A loucura de Kim Ki Duk – porque fez isto? – não é apenas no roteiro, sua narrativa é extremamente amadora a medida que se utiliza de técnicas da mesma forma. Ao final do filme, nos créditos, repara-se uma equipe reduzidíssima. Entende-se – mas não compreende-se – as enormes falhas técnicas. Parece não haver um fotógrafo, continuísta, montador, diretor de som, nada, apenas Kim Ki Duk, onipotente, ou não.
A fotografia, como na maioria dos seus filmes, se utiliza de uma câmera digital que impõe crueza aos planos. Contudo, a aparente ausência do fotografo é evidente quando nos é apresentada uma imagem em que a exposição e foco são automáticos. Desproposital, chega a ser cômico quando determinados personagens se agacham e o ponto focal muda, automaticamente estourando ou escurecendo a imagem. O tempo inteiro!
A edição e mixagem de som parecem ter sido tiradas de um trash movie. Um personagem com som baixo, outro explode nossos ouvidos.

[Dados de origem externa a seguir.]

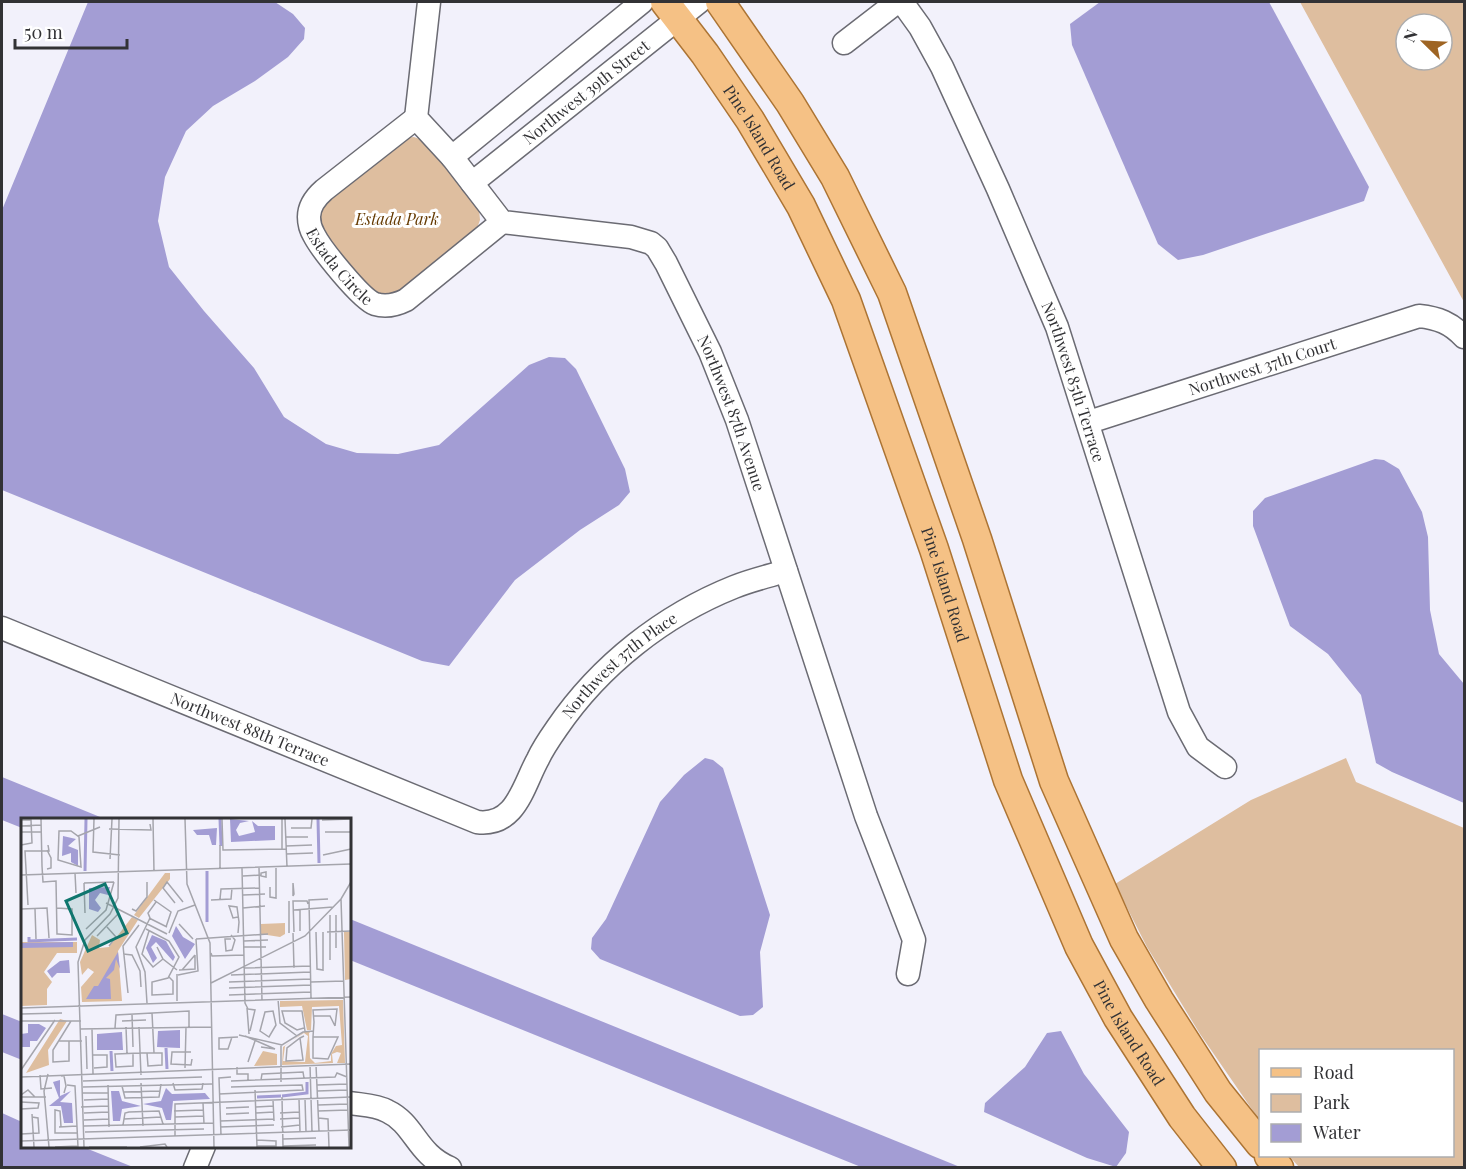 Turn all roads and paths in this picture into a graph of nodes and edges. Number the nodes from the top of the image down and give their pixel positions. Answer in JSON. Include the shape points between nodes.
{"nodes":[{"id":1,"x":429,"y":2,"type":"edge"},
{"id":2,"x":642,"y":2,"type":"edge"},
{"id":3,"x":720,"y":2,"type":"edge"},
{"id":4,"x":897,"y":2,"type":"edge"},
{"id":5,"x":902,"y":2,"type":"edge"},
{"id":6,"x":681,"y":7,"type":"edge"},
{"id":7,"x":844,"y":43,"type":"dead end"},
{"id":8,"x":416,"y":118,"type":"junction"},
{"id":9,"x":452,"y":157,"type":"junction"},
{"id":10,"x":472,"y":183,"type":"junction"},
{"id":11,"x":502,"y":222,"type":"junction"},
{"id":12,"x":1464,"y":337,"type":"edge"},
{"id":13,"x":1089,"y":422,"type":"junction"},
{"id":14,"x":786,"y":571,"type":"junction"},
{"id":15,"x":2,"y":628,"type":"edge"},
{"id":16,"x":1225,"y":767,"type":"dead end"},
{"id":17,"x":504,"y":826,"type":"joint"},
{"id":18,"x":908,"y":974,"type":"dead end"},
{"id":19,"x":351,"y":1103,"type":"edge"},
{"id":20,"x":1259,"y":1143,"type":"edge"},
{"id":21,"x":203,"y":1148,"type":"edge"},
{"id":22,"x":195,"y":1167,"type":"edge"},
{"id":23,"x":450,"y":1167,"type":"edge"},
{"id":24,"x":1222,"y":1167,"type":"edge"}],
"edges":[{"from":1,"to":8,"type":"street"},
{"from":2,"to":9,"type":"street"},
{"from":3,"to":20,"type":"main road","via":[[790,103],[835,177],[892,293],[977,539],[1054,781],[1124,939],[1218,1092]]},
{"from":4,"to":7,"type":"street"},
{"from":5,"to":13,"type":"street","name":"Northwest 85th Terrace","via":[[942,67],[998,189],[1057,327]]},
{"from":6,"to":10,"type":"street","name":"Northwest 39th Street"},
{"from":6,"to":24,"type":"main road","name":"Pine Island Road","via":[[705,54],[801,206],[846,300],[934,549],[1008,780],[1079,946],[1118,1018],[1176,1107]]},
{"from":8,"to":9,"type":"street"},
{"from":8,"to":11,"type":"street","name":"Estada Circle","via":[[324,190],[303,213],[314,236],[362,295],[383,312],[406,300]]},
{"from":9,"to":10,"type":"street"},
{"from":10,"to":11,"type":"street"},
{"from":11,"to":14,"type":"street","name":"Northwest 87th Avenue","via":[[646,238],[657,248],[710,352],[737,420]]},
{"from":12,"to":13,"type":"street","name":"Northwest 37th Court","via":[[1454,326],[1437,318],[1419,316]]},
{"from":13,"to":16,"type":"street","name":"Northwest 85th Terrace","via":[[1179,712],[1198,747]]},
{"from":14,"to":17,"type":"street","name":"Northwest 37th Place","via":[[735,586],[696,604],[617,659],[557,727]]},
{"from":14,"to":18,"type":"street","name":"Northwest 87th Avenue","via":[[866,816],[914,940]]},
{"from":15,"to":17,"type":"street","name":"Northwest 88th Terrace","via":[[477,822]]},
{"from":19,"to":23,"type":"street","via":[[387,1111],[405,1124],[427,1153]]},
{"from":21,"to":22,"type":"street"}]}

Escutas de telefone parecem, magicamente, fazer sumir o barulho ambiente – fruto de uma péssima edição de som – Em uma cena de briga o barulho dos socos parecem mais o som de chicotes. Enfim, desastroso.

 

Espero, por fim, que Kim Ki Duk retorne ao seu cinema silencioso, filosófico e poético, esse é o diretor que espero, sua essência. Caso não, que venha a violência poética de Pietà, Time e Moebius. Jamais volte a fazer um filme como este, Stop.